- _What the task asks_: Your reply should hold every entry below exactly as written and none of the pictures.

(Records excerpted from a collection)
________________________

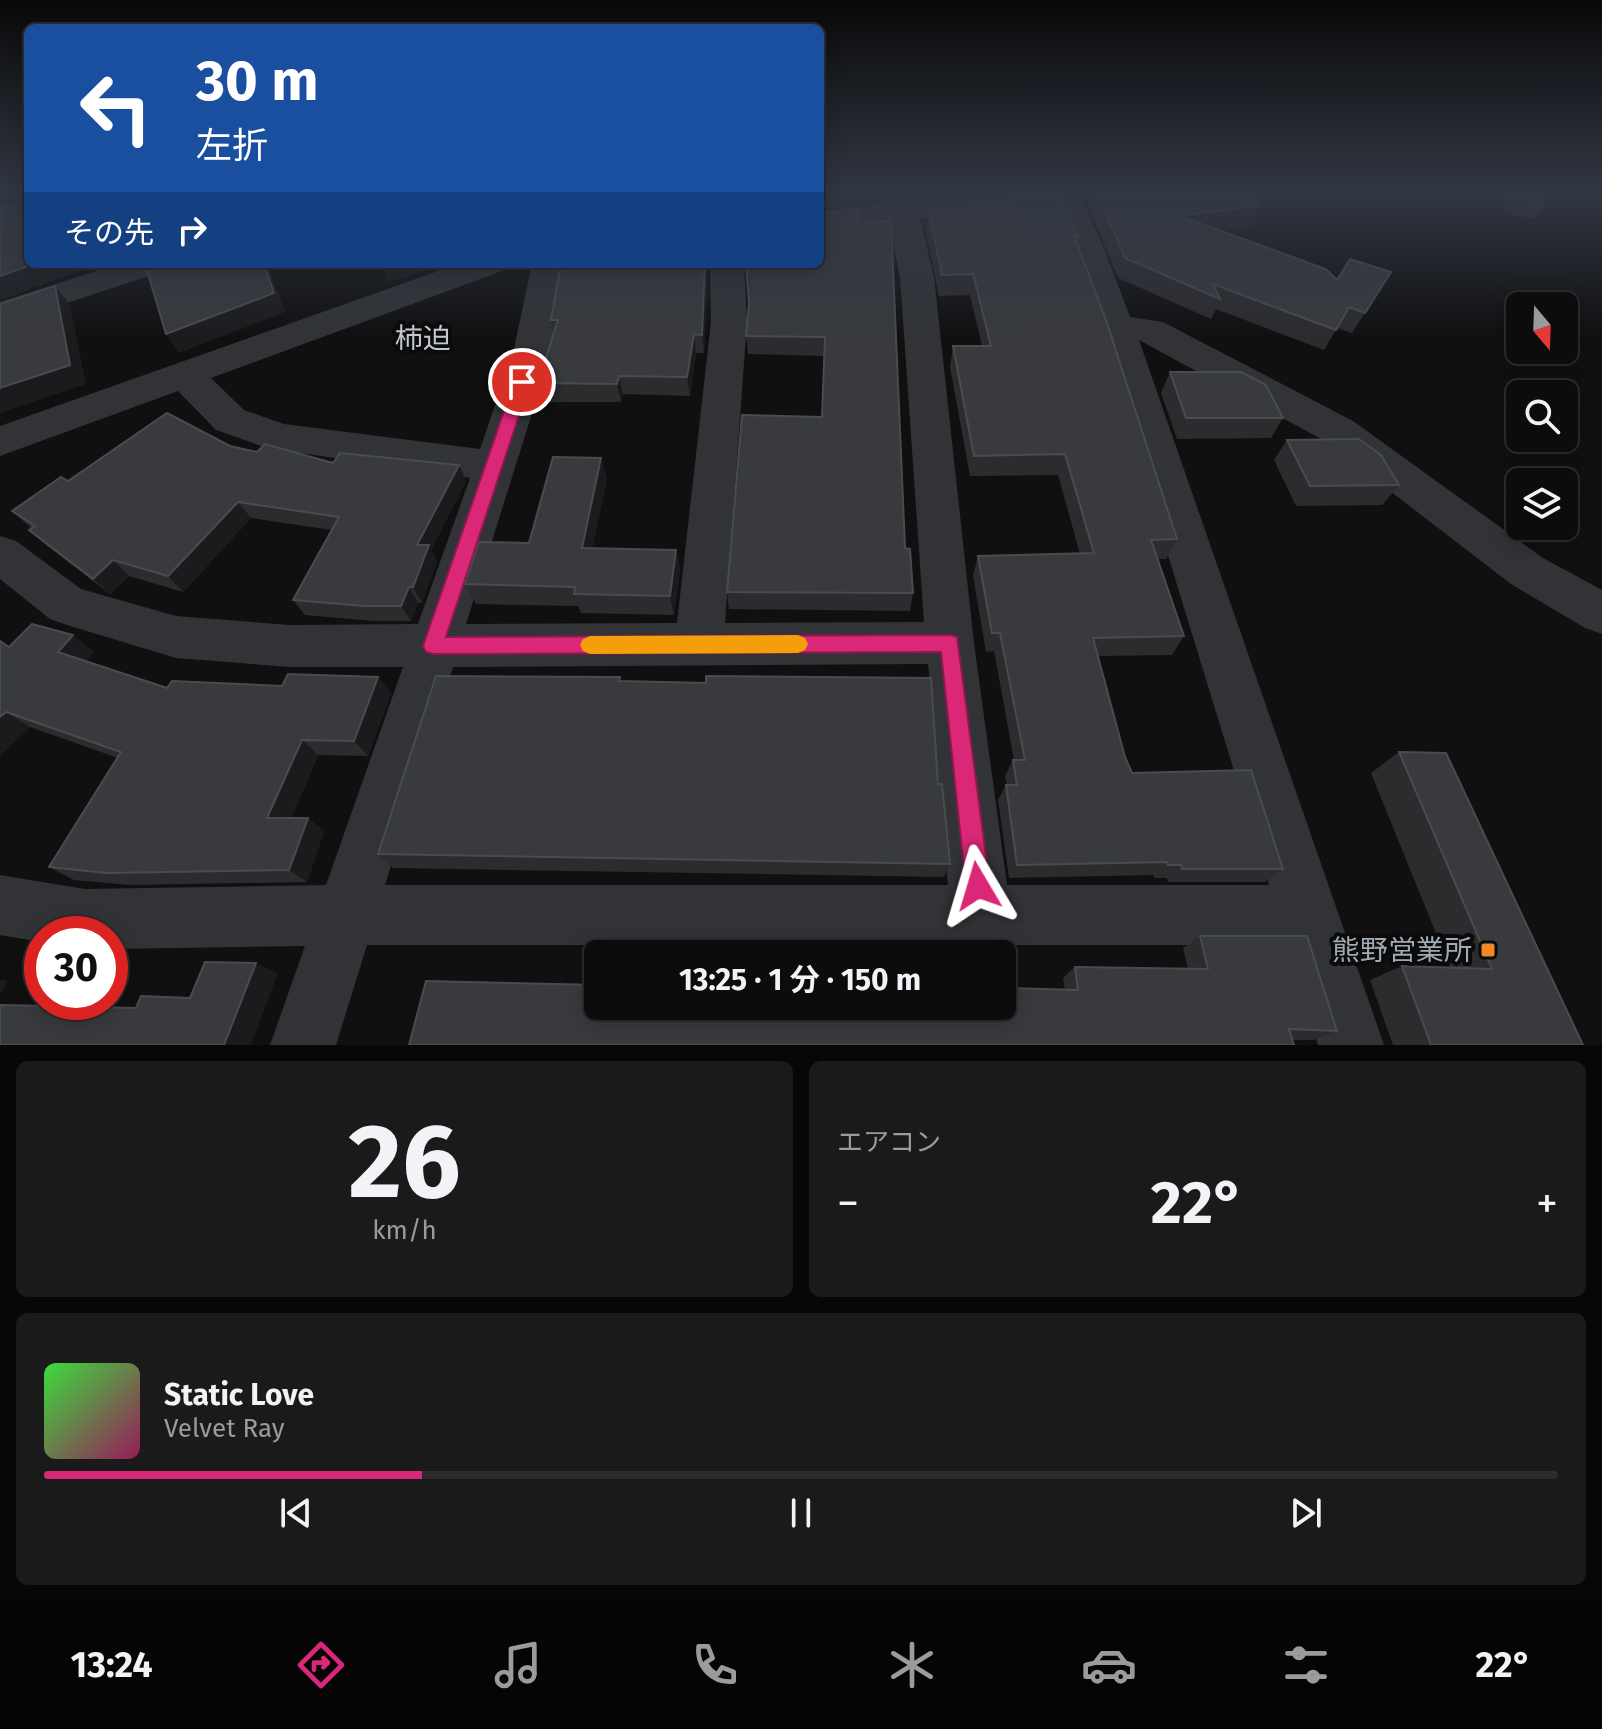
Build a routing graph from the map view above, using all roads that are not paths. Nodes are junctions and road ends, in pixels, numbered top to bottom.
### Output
1 (907, 240) edge
2 (1082, 240) edge
3 (140, 268) edge
4 (479, 268) edge
5 (548, 268) edge
6 (727, 268) edge
7 (0, 314) edge
8 (1116, 327) junction
9 (184, 374) junction
10 (0, 441) edge
11 (494, 466) junction
12 (0, 554) edge
13 (1602, 614) edge
14 (950, 643) junction
15 (699, 645) junction
16 (433, 646) junction
17 (0, 905) edge
18 (345, 915) junction
19 (1308, 915) junction
20 (981, 916) junction
21 (303, 1045) edge
22 (1351, 1045) edge

1 - 14 street
2 - 8 street
3 - 7 street
4 - 9 street
5 - 11 street
6 - 15 street
8 - 13 street
8 - 19 street
9 - 10 street
9 - 11 street
11 - 16 street
12 - 16 street
14 - 15 street
14 - 20 street
15 - 16 street
16 - 18 street
17 - 18 street
18 - 20 street
18 - 21 street
19 - 20 street
19 - 22 street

________________________

- _Written solution_:
Build a routing graph from the map view above, using all roads that are not paths. Nodes are junctions and road ends, in pixels, numbered top to bottom.
### Output
1 (907, 240) edge
2 (1082, 240) edge
3 (140, 268) edge
4 (479, 268) edge
5 (548, 268) edge
6 (727, 268) edge
7 (0, 314) edge
8 (1116, 327) junction
9 (184, 374) junction
10 (0, 441) edge
11 (494, 466) junction
12 (0, 554) edge
13 (1602, 614) edge
14 (950, 643) junction
15 (699, 645) junction
16 (433, 646) junction
17 (0, 905) edge
18 (345, 915) junction
19 (1308, 915) junction
20 (981, 916) junction
21 (303, 1045) edge
22 (1351, 1045) edge

1 - 14 street
2 - 8 street
3 - 7 street
4 - 9 street
5 - 11 street
6 - 15 street
8 - 13 street
8 - 19 street
9 - 10 street
9 - 11 street
11 - 16 street
12 - 16 street
14 - 15 street
14 - 20 street
15 - 16 street
16 - 18 street
17 - 18 street
18 - 20 street
18 - 21 street
19 - 20 street
19 - 22 street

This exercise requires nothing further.